Vomeronasal receptors detect sex- and species-specific chemical cues, such as those found in urine and saliva, and this enables the recognition of predators, competitors and potential mates. However, the specific cues that activate each of the hundreds of vomeronasal receptors that have been identified so far are mostly unknown. In a paper published online in Nature, Dulac and colleagues have now devised a high-throughput method to determine the specific activators of a large number of vomeronasal receptors.

The authors exposed mice to various behaviourally relevant stimuli, including the bedding of male and female mice and predator species. They then used in situ hybridization to detect co-expression of the immediate early gene early growth response 1 (Egr1; a marker of neuronal activation) and probes for individual types or classes of vomeronasal receptor in the vomeronasal organ (VNO) of these mice. They found that most of the stimuli activated receptors from both the vomeronasal receptor type 1 (V1R) and V2R families.

Using a series of probes that could identify specific vomeronasal receptor genes, the authors identified 88 receptors that were activated by particular cues. Of these, 26 receptors responded to cues from either male or female mice (but not both). These neurons might therefore mediate sex-specific responses, such as mating. The authors found that 71 receptors were activated by cues from different species, 60 of which responded exclusively to this type of cue. Interestingly, some receptors responded specifically to certain classes of predators, such as snakes or owls. Furthermore, each predator cue activated a distinct combination of vomeronasal receptors, suggesting a method by which predator identity might be encoded.
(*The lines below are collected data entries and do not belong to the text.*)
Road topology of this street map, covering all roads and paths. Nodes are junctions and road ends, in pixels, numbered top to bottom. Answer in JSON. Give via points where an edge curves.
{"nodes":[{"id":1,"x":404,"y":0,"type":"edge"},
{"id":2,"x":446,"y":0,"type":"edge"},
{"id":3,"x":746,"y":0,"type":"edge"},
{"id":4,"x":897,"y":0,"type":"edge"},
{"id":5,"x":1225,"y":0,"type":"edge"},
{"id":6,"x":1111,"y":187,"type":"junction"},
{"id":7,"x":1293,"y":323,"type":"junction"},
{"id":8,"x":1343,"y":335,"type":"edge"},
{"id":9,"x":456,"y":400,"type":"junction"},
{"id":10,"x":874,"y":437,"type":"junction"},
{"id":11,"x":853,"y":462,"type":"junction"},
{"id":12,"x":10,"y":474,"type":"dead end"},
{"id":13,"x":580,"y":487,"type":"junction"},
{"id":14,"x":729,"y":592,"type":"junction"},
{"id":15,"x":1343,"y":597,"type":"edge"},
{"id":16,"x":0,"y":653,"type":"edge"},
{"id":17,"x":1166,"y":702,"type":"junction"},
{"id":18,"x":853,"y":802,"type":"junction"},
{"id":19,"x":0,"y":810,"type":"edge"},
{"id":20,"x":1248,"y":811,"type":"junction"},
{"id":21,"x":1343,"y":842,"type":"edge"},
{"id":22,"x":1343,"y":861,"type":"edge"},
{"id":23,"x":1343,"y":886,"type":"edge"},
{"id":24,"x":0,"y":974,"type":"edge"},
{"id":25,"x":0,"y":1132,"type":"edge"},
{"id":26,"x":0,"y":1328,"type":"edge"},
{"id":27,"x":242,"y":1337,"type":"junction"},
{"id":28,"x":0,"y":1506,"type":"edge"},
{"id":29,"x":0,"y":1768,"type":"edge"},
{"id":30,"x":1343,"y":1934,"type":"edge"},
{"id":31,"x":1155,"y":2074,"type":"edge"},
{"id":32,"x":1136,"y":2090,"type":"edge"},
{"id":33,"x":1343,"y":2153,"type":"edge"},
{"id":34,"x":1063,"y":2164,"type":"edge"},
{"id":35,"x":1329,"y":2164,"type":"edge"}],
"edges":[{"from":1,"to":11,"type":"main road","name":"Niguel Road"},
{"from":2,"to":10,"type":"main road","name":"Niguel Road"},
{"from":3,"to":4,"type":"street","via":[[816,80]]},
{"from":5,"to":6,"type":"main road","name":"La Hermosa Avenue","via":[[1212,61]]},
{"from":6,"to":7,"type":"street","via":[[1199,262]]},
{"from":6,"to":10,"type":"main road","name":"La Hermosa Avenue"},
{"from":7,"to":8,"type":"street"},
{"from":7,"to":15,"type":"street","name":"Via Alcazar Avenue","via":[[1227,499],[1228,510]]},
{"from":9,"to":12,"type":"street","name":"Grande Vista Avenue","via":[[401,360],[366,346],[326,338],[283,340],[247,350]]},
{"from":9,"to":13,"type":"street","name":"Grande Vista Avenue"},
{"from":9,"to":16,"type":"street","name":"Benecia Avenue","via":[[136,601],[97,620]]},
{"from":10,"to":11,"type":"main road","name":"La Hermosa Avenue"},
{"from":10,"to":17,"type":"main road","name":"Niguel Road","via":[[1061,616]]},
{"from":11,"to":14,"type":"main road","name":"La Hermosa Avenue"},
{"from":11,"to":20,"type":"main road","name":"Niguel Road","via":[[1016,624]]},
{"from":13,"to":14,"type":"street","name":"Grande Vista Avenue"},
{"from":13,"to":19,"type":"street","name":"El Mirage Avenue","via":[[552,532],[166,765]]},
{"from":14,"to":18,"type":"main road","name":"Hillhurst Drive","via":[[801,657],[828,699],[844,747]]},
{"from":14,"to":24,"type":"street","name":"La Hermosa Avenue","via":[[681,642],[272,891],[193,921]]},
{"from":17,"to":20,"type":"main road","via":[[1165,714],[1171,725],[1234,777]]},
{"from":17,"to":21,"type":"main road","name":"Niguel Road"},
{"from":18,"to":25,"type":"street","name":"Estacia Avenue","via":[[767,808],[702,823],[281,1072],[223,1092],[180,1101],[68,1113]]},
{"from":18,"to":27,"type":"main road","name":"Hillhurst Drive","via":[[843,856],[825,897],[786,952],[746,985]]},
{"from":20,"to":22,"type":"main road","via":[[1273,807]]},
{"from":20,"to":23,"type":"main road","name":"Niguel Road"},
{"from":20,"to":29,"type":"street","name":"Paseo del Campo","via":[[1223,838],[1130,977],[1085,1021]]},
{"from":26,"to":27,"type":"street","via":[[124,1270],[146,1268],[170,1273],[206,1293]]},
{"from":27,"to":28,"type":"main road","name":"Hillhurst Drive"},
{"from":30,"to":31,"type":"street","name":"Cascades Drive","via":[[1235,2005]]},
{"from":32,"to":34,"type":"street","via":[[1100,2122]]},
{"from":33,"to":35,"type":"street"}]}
The authors also observed a difference in the nature of the responses of V1Rs and V2Rs. In general, V1Rs responded to multiple cues of different types, whereas V2Rs were activated more specifically by cues of a particular type, such as 'male' or 'snake'. Given that the two vomeronasal receptor families activate distinct neural pathways in the brain, this may reflect a difference in the type of information that they encode.

In addition to linking particular cues to the receptors that they activate, this study begins to reveal the molecular organization of the VNO. This information might be further exploited to better understand the pathways linking VNO activity to the behaviours that it regulates.